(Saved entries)
○ ○ ○ ○

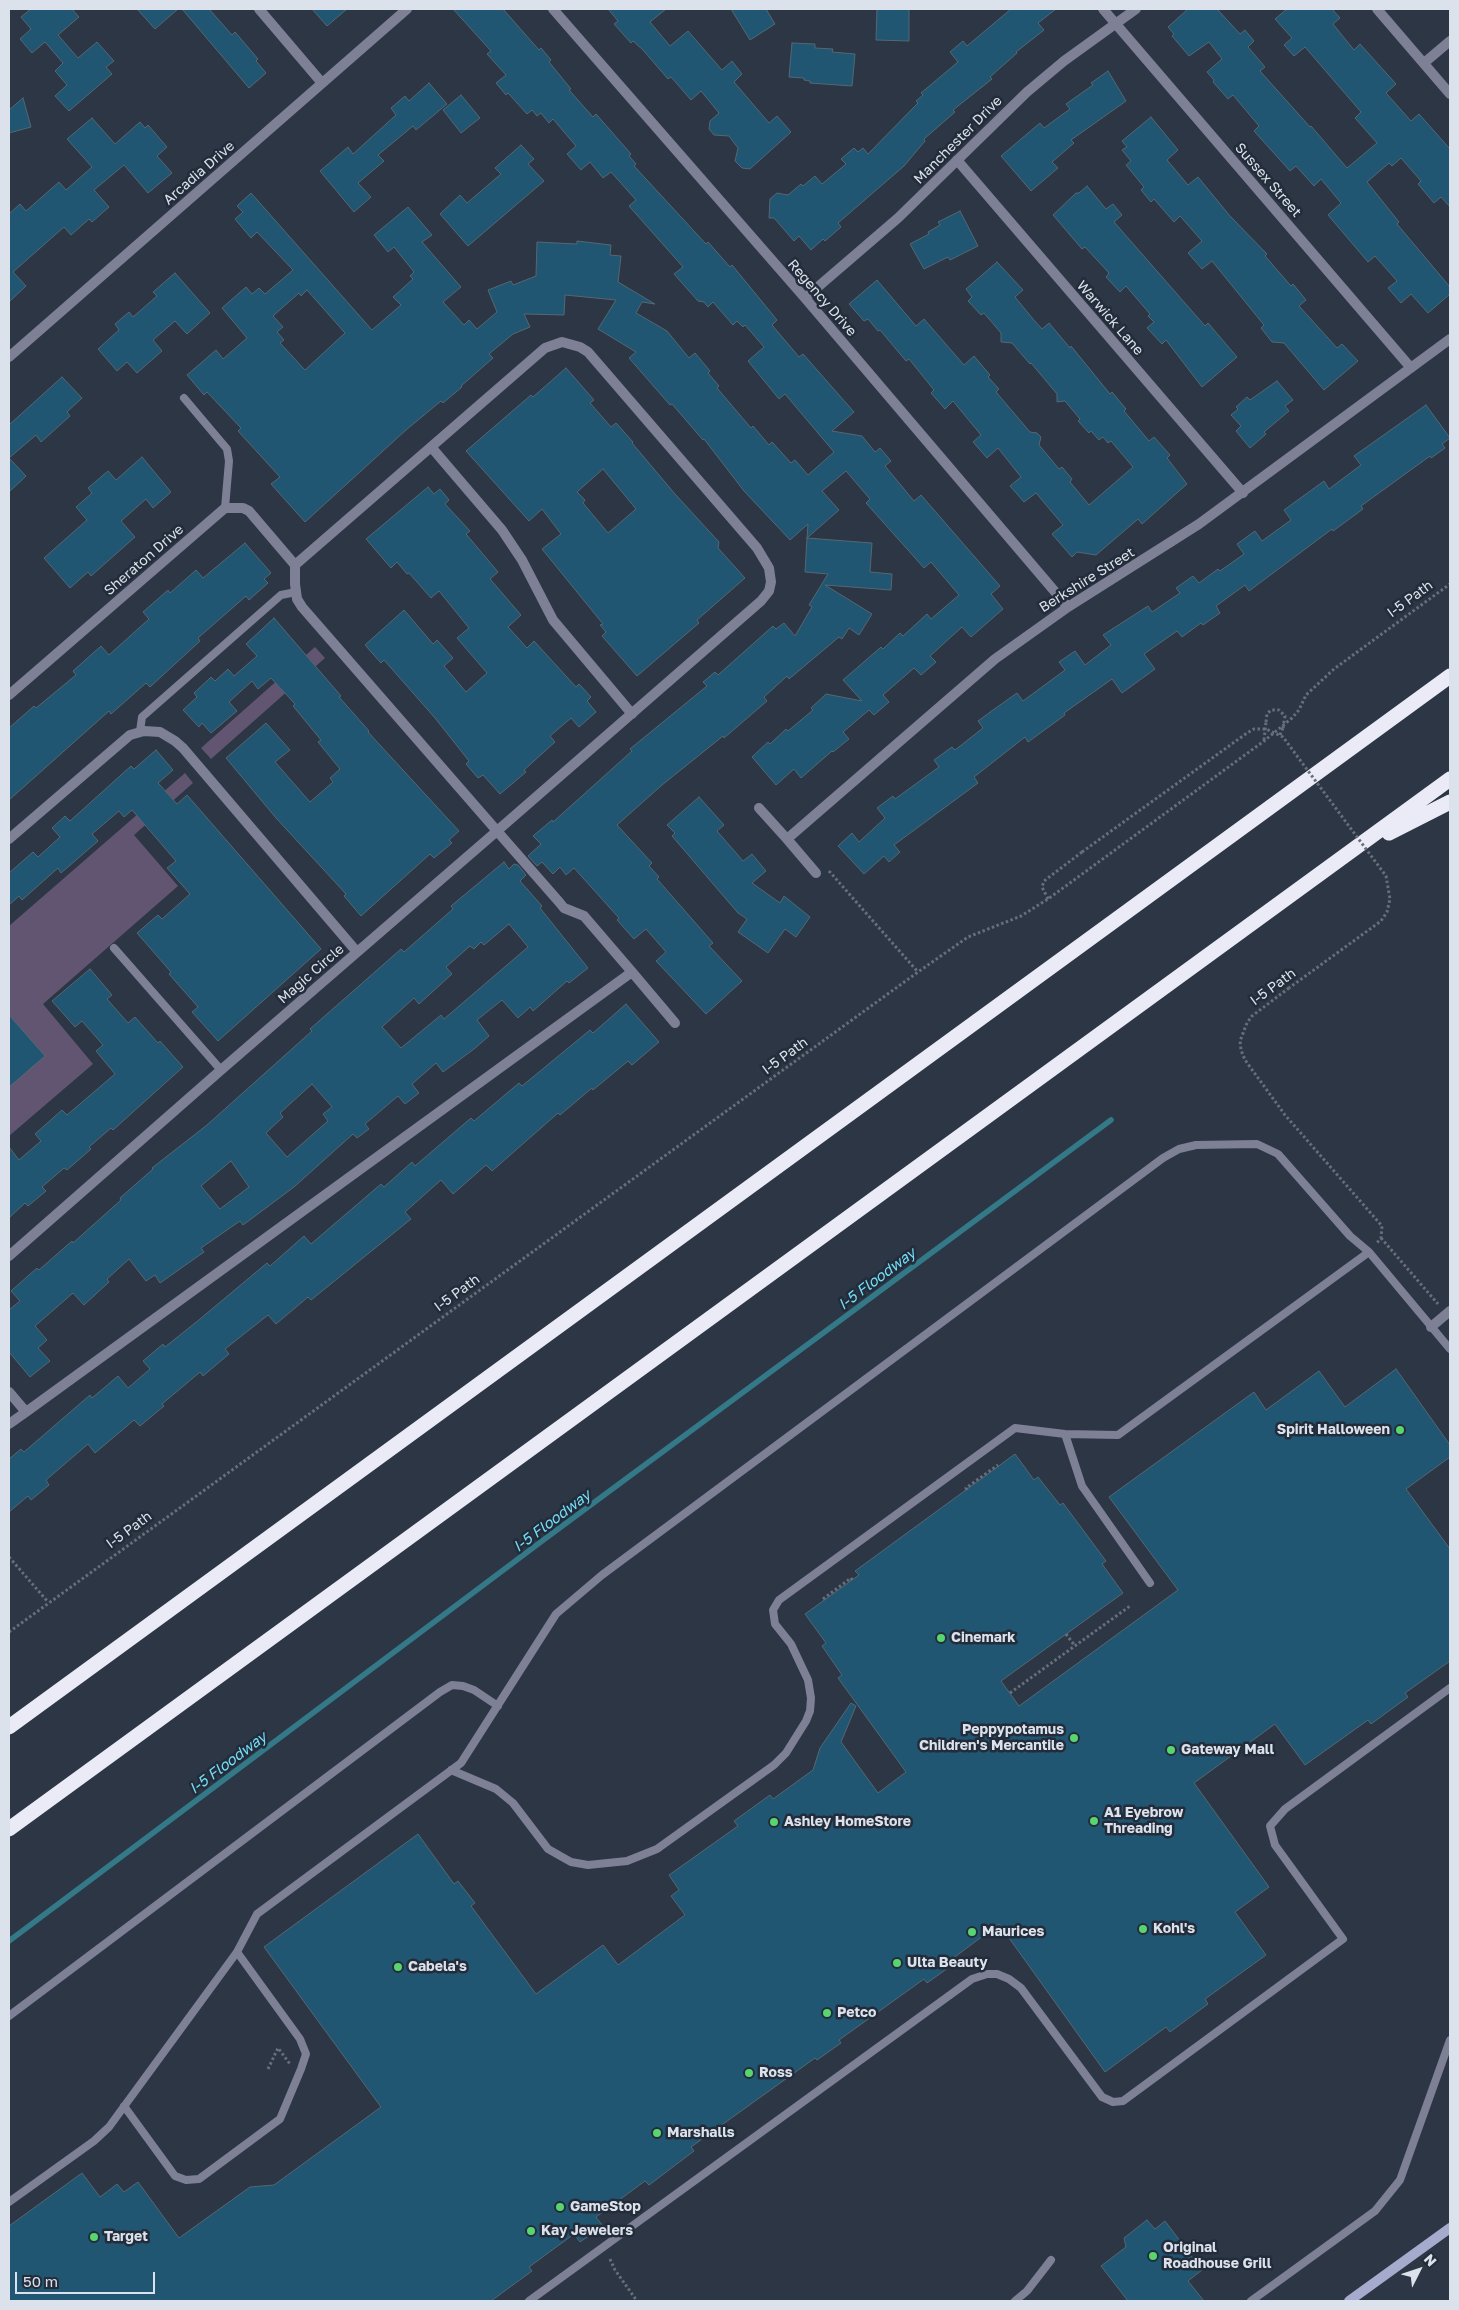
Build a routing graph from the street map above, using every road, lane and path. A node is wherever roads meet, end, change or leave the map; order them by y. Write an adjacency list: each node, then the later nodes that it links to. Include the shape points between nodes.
1 (259, 9): 10 (street)
2 (407, 9): 10 (street, Arcadia Drive)
3 (553, 9): 13 (street, Regency Drive)
4 (1103, 9): 7 (street, Sussex Street)
5 (1136, 9): 7 (street, Manchester Drive)
6 (1377, 9): 9 (street)
7 (1116, 23): 12 (street, Manchester Drive, via 1039,81); 16 (street, Sussex Street)
8 (1450, 41): 9 (street)
9 (1424, 63): 11 (street)
10 (322, 82): 15 (street, Arcadia Drive)
11 (1450, 94)
12 (957, 160): 13 (street, Manchester Drive, via 898,218); 19 (street, Warwick Lane)
13 (804, 298): 24 (street, Regency Drive)
14 (1450, 338): 16 (street, Berkshire Street)
15 (9, 357)
16 (1411, 368): 19 (street, Berkshire Street)
17 (184, 398): 20 (lane, via 226,449 229,461)
18 (432, 448): 21 (street, Magic Circle); 27 (street, via 512,544 553,620); 27 (street, Magic Circle, via 545,348 554,343 571,343 588,352 757,548 769,568 769,591)
19 (1243, 493): 24 (street, Berkshire Street, via 1171,543)
20 (225, 508): 21 (street, via 249,511); 26 (street, Sheraton Drive)
21 (295, 565): 23 (street)
22 (1450, 584): 30 (path, I-5 Path, via 1334,669 1306,695 1292,718)
23 (296, 592): 28 (lane, via 281,595 142,716); 34 (street, via 302,607)
24 (1068, 607): 36 (street, Berkshire Street, via 966,681)
25 (1450, 676): 70 (highway)
26 (9, 695)
27 (632, 714): 34 (street, Magic Circle)
28 (140, 731): 35 (street, via 125,740); 42 (street, via 160,732 175,741)
29 (1280, 735): 30 (path, bridge, via 1286,719 1281,711 1272,710 1267,714); 40 (path, bridge, via 1266,729 1254,729 1044,881 1042,887); 49 (path, I-5 Path, bridge, via 1287,740 1386,876 1390,899 1381,921 1252,1016 1240,1041 1244,1060 1285,1115 1382,1226 1381,1238)
30 (1264, 741): 40 (path, I-5 Path)
31 (1450, 779): 37 (highway)
32 (1450, 802): 37 (highway)
33 (759, 808): 36 (street)
34 (498, 831): 42 (street, Magic Circle); 43 (street, via 560,904 584,916)
35 (9, 840)
36 (787, 840): 39 (street)
37 (1347, 854): 72 (highway)
38 (827, 869): 44 (path)
39 (816, 873)
40 (1048, 899): 44 (path, I-5 Path, via 1021,916 968,937)
41 (114, 948): 46 (lane)
42 (357, 952): 46 (street, Magic Circle)
43 (632, 972): 45 (street); 53 (street)
44 (918, 972): 62 (path, I-5 Path)
45 (675, 1023)
46 (221, 1070): 48 (street, Magic Circle)
47 (1369, 1252): 50 (lane); 55 (lane, via 1118,1435); 69 (lane, via 1350,1236 1278,1154 1257,1144 1196,1145 1179,1149 602,1575 556,1614)
48 (9, 1256)
49 (1448, 1312): 50 (street)
50 (1431, 1327): 51 (lane)
51 (1450, 1349)
52 (9, 1392): 53 (street)
53 (26, 1412): 54 (street)
54 (9, 1424)
55 (1065, 1434): 60 (lane, via 1082,1486); 71 (lane, via 1015,1428 779,1600 772,1610 775,1624 791,1644 808,1680 811,1698 806,1721 786,1753 774,1765 657,1849 628,1860 594,1865 571,1862 548,1849 513,1803 496,1789)
56 (998, 1465): 57 (path)
57 (967, 1490)
58 (9, 1557): 62 (path)
59 (852, 1580): 61 (path)
60 (1150, 1583)
61 (823, 1599)
62 (48, 1602): 64 (path, I-5 Path)
63 (1130, 1606): 66 (path)
64 (9, 1632)
65 (1066, 1634): 66 (path)
66 (1075, 1646): 68 (path)
67 (1450, 1688): 83 (lane, via 1285,1809 1270,1826 1274,1845 1344,1939 1123,2102 1102,2097 1021,1988 1003,1977 987,1974 972,1979)
68 (1010, 1693)
69 (498, 1706): 71 (lane, via 461,1763); 74 (lane, via 464,1686 452,1685 440,1692)
70 (9, 1727)
71 (451, 1770): 73 (lane, via 257,1914)
72 (9, 1829)
73 (237, 1952): 78 (lane); 78 (lane, via 300,2039 306,2054 280,2120 199,2179 186,2180 175,2176)
74 (9, 2016)
75 (1450, 2040): 86 (lane, via 1400,2180 1375,2211)
76 (290, 2064): 77 (path, via 278,2048)
77 (268, 2069)
78 (124, 2106): 79 (lane, via 94,2141)
79 (9, 2202)
80 (1450, 2228): 87 (main road)
81 (610, 2259): 84 (path)
82 (1051, 2260): 85 (lane)
83 (529, 2301)
84 (637, 2301)
85 (1015, 2301)
86 (1251, 2301)
87 (1348, 2301)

○ ○ ○ ○

> **Activity**
Which lines of the records hold the string "highway"? Copy each one.

> **Answer below**
25 (1450, 676): 70 (highway)
31 (1450, 779): 37 (highway)
32 (1450, 802): 37 (highway)
37 (1347, 854): 72 (highway)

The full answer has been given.